Opening Zone: Gap Up Fails to Hold
On 30th September, Nifty opened with a gap up of 73.85 points at 24728.55, reached a high of 24791.30, dropped to a low of 24606.20, and closed at 24664.90, marking an overall decline of 19.80 points (-0.08%) for the session. India VIX also decreased by 1.75%, reflecting subdued volatility despite persistent global uncertainty.
My Trade: Profiting From Downside Momentum

Anticipating a tariff-related sell-off, my strategy for the day was to take a downside intraday positional approach. Early in the morning, I entered put buy positions and initiated call sells, which worked well and delivered a decent profit as selling pressure intensified throughout the day. This intraday trade capitalized on the aggressive sell-off and absence of meaningful buyer support—a recurring theme observed in recent sessions.
Early Movement: Delta Divergence & Weak Recovery

Despite a gap-up open, aggressive selling emerged in the first five minutes as cumulative delta showed a positive figure (57075). However, the closing candle was negative, creating a clear delta divergence—buyers appeared strong in volume, but prices failed to respond positively. This pattern, ongoing for the past four days, persisted in the first two hours. After 12 noon, Nifty continued to drop, with a brief recovery attempt around 12:30 meeting rejection at a bearish fair value gap (FVG). The market’s predictability allowed for straightforward put buying and profit booking as buyers remained completely absent.
A notable observation: despite the market closing negative, cumulative delta remained positive, highlighting a significant disconnect between price and volume metrics—a setup that traders should monitor for future sessions.
Open Interest & PCR: Bearish Sentiment Prevails

The 24800 strike attracted robust call open interest, while the 24500 strike saw substantial put open interest. The put-call ratio (PCR) stood at a bearish 0.6, indicating dominant call selling and overall negative sentiment.

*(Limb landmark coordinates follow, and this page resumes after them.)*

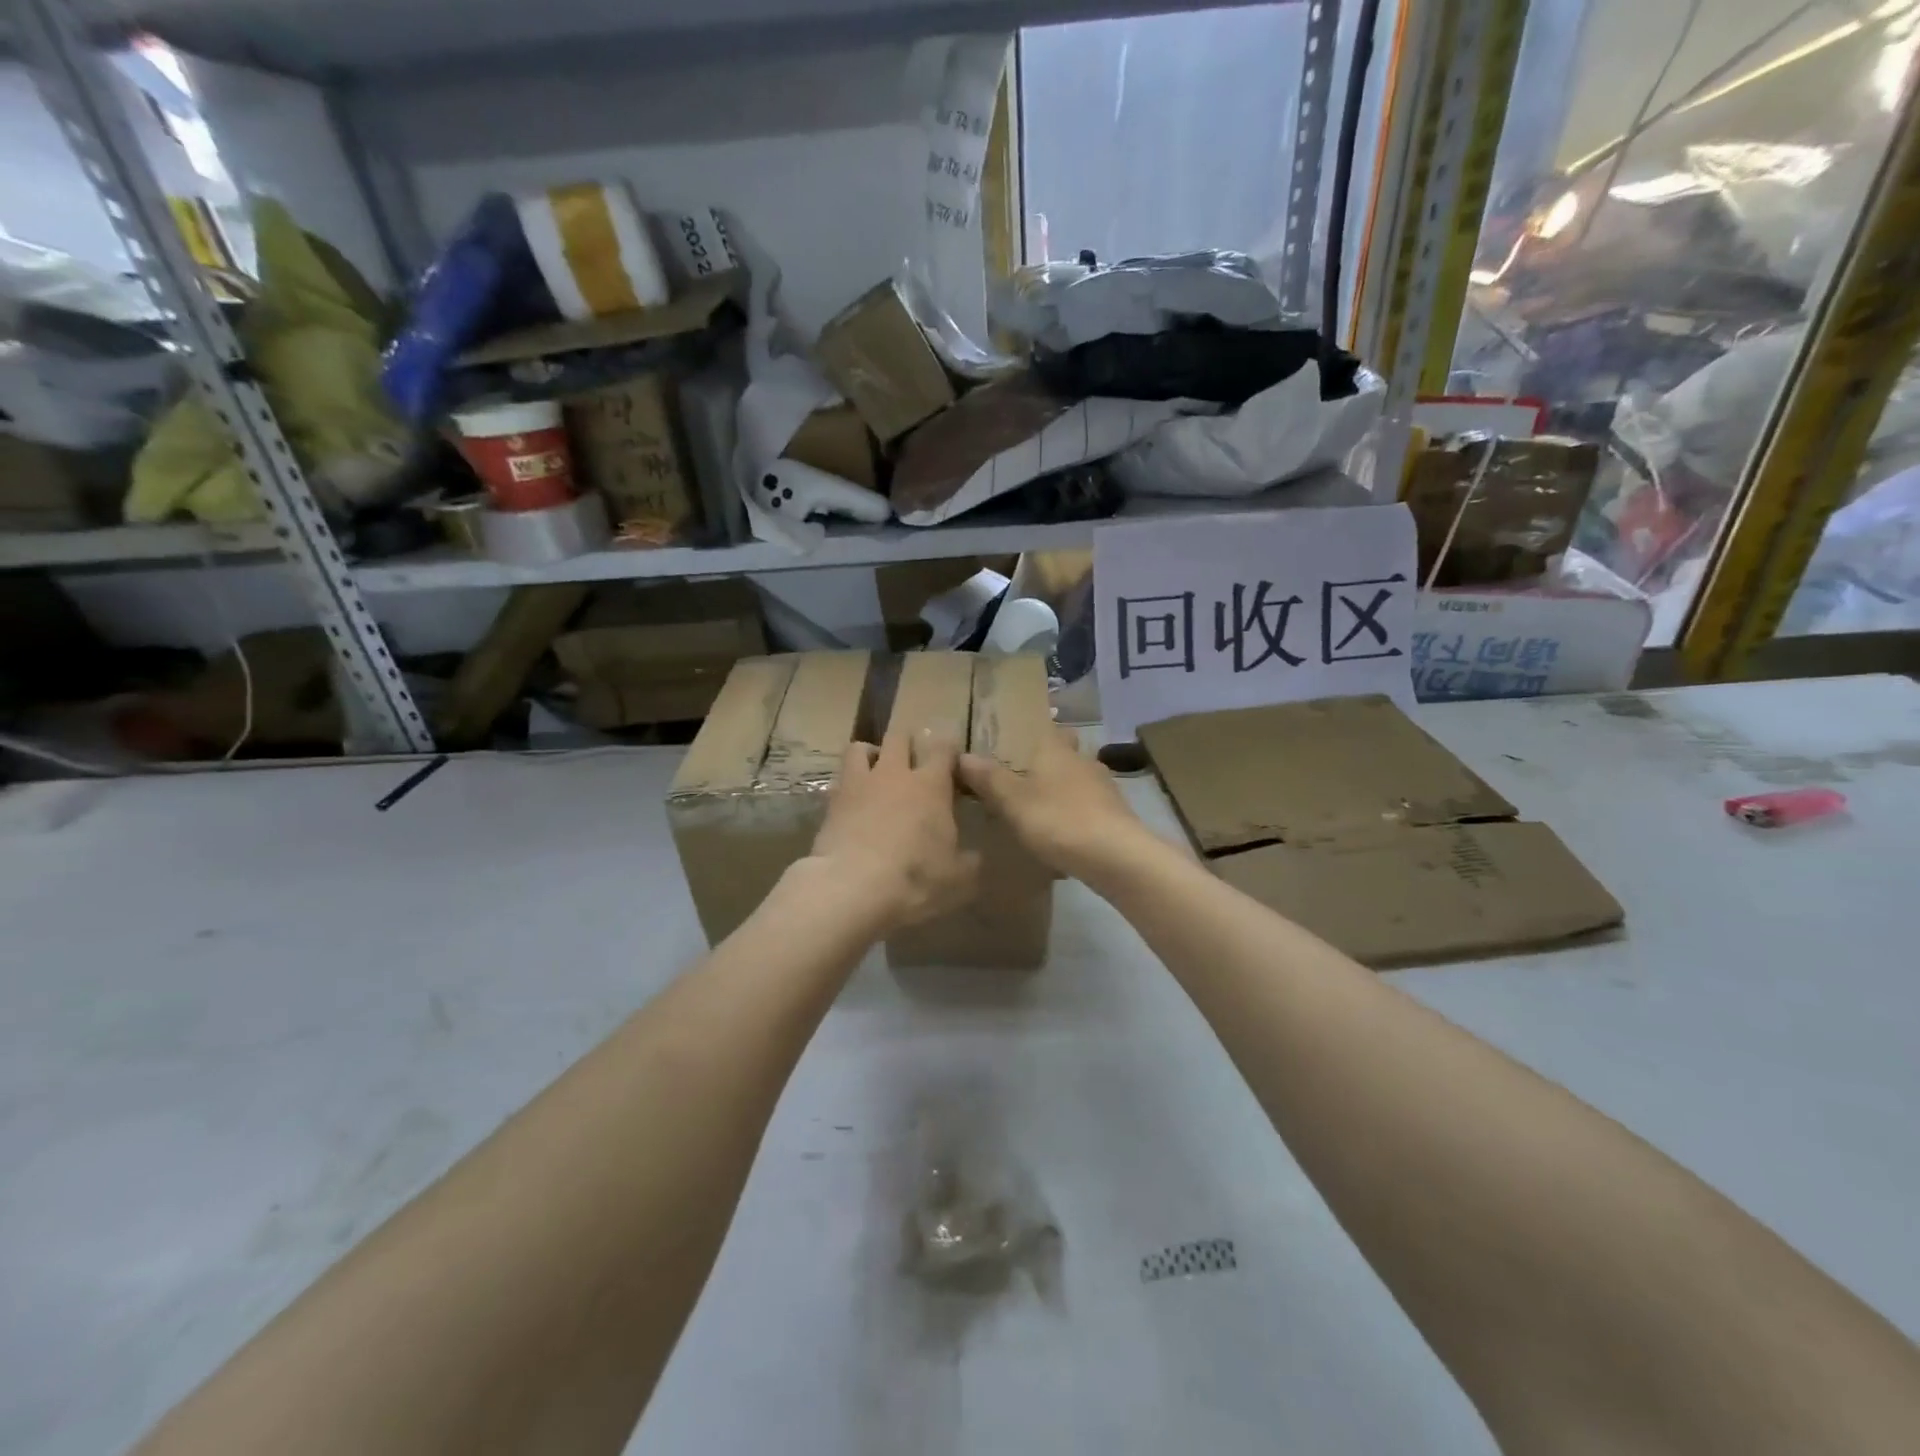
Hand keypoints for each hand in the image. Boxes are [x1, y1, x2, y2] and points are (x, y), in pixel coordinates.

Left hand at [805, 732, 980, 935]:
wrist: (852, 887)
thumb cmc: (914, 876)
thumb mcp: (956, 878)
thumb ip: (968, 861)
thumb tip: (973, 856)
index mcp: (930, 785)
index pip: (943, 749)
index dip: (949, 749)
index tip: (953, 759)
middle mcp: (894, 774)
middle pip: (899, 737)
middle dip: (908, 742)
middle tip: (913, 758)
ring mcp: (859, 784)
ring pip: (860, 748)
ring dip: (870, 754)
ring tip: (876, 771)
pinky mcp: (831, 803)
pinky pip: (840, 780)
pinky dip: (848, 785)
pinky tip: (853, 803)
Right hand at [958, 725, 1155, 885]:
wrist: (1116, 857)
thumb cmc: (1059, 819)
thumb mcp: (1013, 800)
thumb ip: (988, 778)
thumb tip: (963, 755)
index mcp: (1057, 749)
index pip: (1043, 727)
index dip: (1026, 731)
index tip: (1006, 741)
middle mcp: (1082, 761)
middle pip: (1061, 753)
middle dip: (1043, 762)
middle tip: (1016, 776)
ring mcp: (1103, 788)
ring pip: (1075, 780)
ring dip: (1058, 790)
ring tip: (1034, 807)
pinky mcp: (1114, 815)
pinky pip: (1086, 807)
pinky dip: (1072, 814)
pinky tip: (1059, 834)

This OI configuration reinforced the sell-off and suggested limited bullish participation above immediate resistance levels.
Sectoral Movement: Energy Shines, Cement Flat

Sector-wise, the energy segment emerged as the top gainer for today, while cement stocks closed mostly flat, reflecting sector-specific momentum within a broader downtrend.
Macroeconomic Updates: Policy Uncertainty & Global Flows

Indian markets remain sensitive to macroeconomic developments. The RBI is widely expected to hold its policy rate, although a surprise rate cut cannot be ruled out. The struggling rupee might find temporary relief if Asian FX strengthens after US inflation data. However, until global issues—such as trade tariff tensions—stabilize, forecasting sustained market direction will remain challenging.
Why Did Nifty Fall Today?

Today’s fall can be attributed to aggressive global risk-off sentiment triggered by tariff news, persistent selling in frontline stocks, and absence of buyers at higher levels. Early strength quickly faded as selling pressure intensified, amplified by negative open interest trends and weak sectoral participation outside energy. Despite pockets of volume-based buying (as visible in cumulative delta data), the lack of price follow-through confirmed the dominance of sellers throughout the session.
Bonus Point: Caution in Uncertain Times

Given ongoing global volatility, it is prudent to wait for major issues to settle before forming a strong market view. Forward-looking traders should continue adapting intraday strategies, focusing on momentum and volume signals, and maintaining robust risk management in times of uncertainty.
Disclaimer:
This blog is for educational purposes only. I am not a SEBI registered advisor. The securities markets carry risks; seek advice from a certified financial advisor before investing. The trading platforms or images referenced are not endorsements, promotions, or advertisements. My P&L is shown to promote transparency and learning about options trading as a risk management tool. No courses are being sold—this is a personal diary intended solely for educational insights.